ANNA DELVEY SENTENCED TO JAIL BUT GRANTED EARLY RELEASE FOR GOOD BEHAVIOR

When all was said and done, Anna Sorokin was sentenced to four to 12 years in state prison. She was also ordered to pay restitution of $199,000 which included amounts of $100,000 to City National Bank and $70,000 to Citibank. She was also fined another $24,000.

Not having the money to pay these bills, Sorokin sold her story to Netflix for $320,000. These funds were used to repay all she owed. In total, Anna Sorokin spent a little over two years in prison, released for good behavior.

What was the first thing she did upon her release? Got on her phone and resumed her social media standing.
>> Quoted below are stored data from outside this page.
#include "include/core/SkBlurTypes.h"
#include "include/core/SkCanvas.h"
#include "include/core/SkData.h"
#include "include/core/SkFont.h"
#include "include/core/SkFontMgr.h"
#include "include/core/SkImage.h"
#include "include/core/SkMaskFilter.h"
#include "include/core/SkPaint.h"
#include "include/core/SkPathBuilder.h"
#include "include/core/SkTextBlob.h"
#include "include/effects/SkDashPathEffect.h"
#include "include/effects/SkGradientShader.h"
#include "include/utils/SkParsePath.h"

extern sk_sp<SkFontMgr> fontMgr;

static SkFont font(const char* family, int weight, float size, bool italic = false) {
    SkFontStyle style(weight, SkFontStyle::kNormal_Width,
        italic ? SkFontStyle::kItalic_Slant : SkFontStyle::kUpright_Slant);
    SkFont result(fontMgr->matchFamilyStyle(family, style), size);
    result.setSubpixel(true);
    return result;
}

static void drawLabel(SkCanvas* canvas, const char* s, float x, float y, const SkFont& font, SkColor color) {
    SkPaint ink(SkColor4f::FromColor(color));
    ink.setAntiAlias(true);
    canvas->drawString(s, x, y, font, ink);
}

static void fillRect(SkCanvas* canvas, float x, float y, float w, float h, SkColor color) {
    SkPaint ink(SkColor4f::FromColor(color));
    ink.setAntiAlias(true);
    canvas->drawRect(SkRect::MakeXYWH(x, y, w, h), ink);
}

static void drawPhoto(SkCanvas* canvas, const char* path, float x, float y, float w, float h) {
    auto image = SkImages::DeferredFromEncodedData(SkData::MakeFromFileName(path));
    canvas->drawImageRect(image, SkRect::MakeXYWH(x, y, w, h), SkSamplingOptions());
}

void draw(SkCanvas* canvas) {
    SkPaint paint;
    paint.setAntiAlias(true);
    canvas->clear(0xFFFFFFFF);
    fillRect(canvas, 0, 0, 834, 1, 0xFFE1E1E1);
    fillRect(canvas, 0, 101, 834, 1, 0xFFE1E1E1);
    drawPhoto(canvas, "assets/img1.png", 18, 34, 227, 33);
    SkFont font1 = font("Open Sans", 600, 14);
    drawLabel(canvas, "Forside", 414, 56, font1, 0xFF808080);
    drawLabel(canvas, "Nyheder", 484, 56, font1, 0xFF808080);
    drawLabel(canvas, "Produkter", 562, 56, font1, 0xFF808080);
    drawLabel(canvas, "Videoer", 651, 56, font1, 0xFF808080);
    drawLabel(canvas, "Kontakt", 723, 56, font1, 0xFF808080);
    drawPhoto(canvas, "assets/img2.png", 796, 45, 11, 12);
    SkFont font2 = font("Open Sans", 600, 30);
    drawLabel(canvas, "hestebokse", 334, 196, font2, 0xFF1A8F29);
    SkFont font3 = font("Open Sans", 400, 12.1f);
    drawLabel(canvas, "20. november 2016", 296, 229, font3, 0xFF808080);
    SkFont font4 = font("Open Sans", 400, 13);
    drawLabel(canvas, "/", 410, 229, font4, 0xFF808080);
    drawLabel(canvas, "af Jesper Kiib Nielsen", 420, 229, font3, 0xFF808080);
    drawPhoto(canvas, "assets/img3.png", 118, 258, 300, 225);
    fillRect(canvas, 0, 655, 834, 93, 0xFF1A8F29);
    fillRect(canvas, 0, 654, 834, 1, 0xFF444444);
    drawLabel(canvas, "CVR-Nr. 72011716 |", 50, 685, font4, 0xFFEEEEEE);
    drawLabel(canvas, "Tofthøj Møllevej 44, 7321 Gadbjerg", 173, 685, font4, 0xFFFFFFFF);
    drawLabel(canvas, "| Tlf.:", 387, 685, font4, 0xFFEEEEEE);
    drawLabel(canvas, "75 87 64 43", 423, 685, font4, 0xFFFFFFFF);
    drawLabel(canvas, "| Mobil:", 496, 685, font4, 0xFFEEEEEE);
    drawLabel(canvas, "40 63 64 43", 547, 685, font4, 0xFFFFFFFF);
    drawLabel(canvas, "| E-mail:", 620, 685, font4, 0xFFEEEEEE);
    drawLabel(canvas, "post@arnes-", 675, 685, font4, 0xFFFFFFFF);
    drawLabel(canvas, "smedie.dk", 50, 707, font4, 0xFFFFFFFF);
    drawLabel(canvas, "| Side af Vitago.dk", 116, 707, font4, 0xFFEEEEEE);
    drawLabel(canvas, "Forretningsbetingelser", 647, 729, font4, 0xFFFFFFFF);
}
Anna Delvey now began posting to her Instagram account as well as her Twitter.

SHE WINDS UP BACK IN JAIL SIX WEEKS LATER AFTER OVERSTAYING HER VISA

Anna’s freedom, though, was short-lived. She was released from prison (on February 11, 2021) after serving nearly four years but a short six weeks after her release, she was back in custody for overstaying her visa. Immigration and Customs Enforcement (ICE) brought her in and since March 2021, she has remained.

While in custody, Sorokin penned an essay saying via Town & Country, “It doesn’t look like I’ll be watching Inventing Anna anytime soon. Even if I were to pull some strings and make it happen, nothing about seeing a fictionalized version of myself in this criminal-insane-asylum setting sounds appealing to me.”

INVENTING ANNA IS RELEASED ON NETFLIX

Inventing Anna for Netflix
Anna Chlumsky as Anna Delvey

So many Anna’s. Anna Sorokin turned herself into Anna Delvey. Then, actress Anna Chlumsky (My Girl, Veep) starred in Inventing Anna, a nine-part mini-series for Netflix.

The series closely details Sorokin’s life and how she ended up as Anna Delvey stealing hundreds of thousands of dollars from the New York elite. Shonda Rhimes (Grey’s Anatomy, Scandal) created the mini-series for Netflix and has Julia Garner (Ozark) playing Anna Delvey. Chlumsky plays Vivian, an investigative journalist tracking down the story.

Garner was able to visit Sorokin in prison before taking on the role and explained to Town & Country that “She’s [Anna Sorokin] actually really sweet, she was extremely charming. She’s very gentle. But then her voice gets less soft-spoken when she wants something.”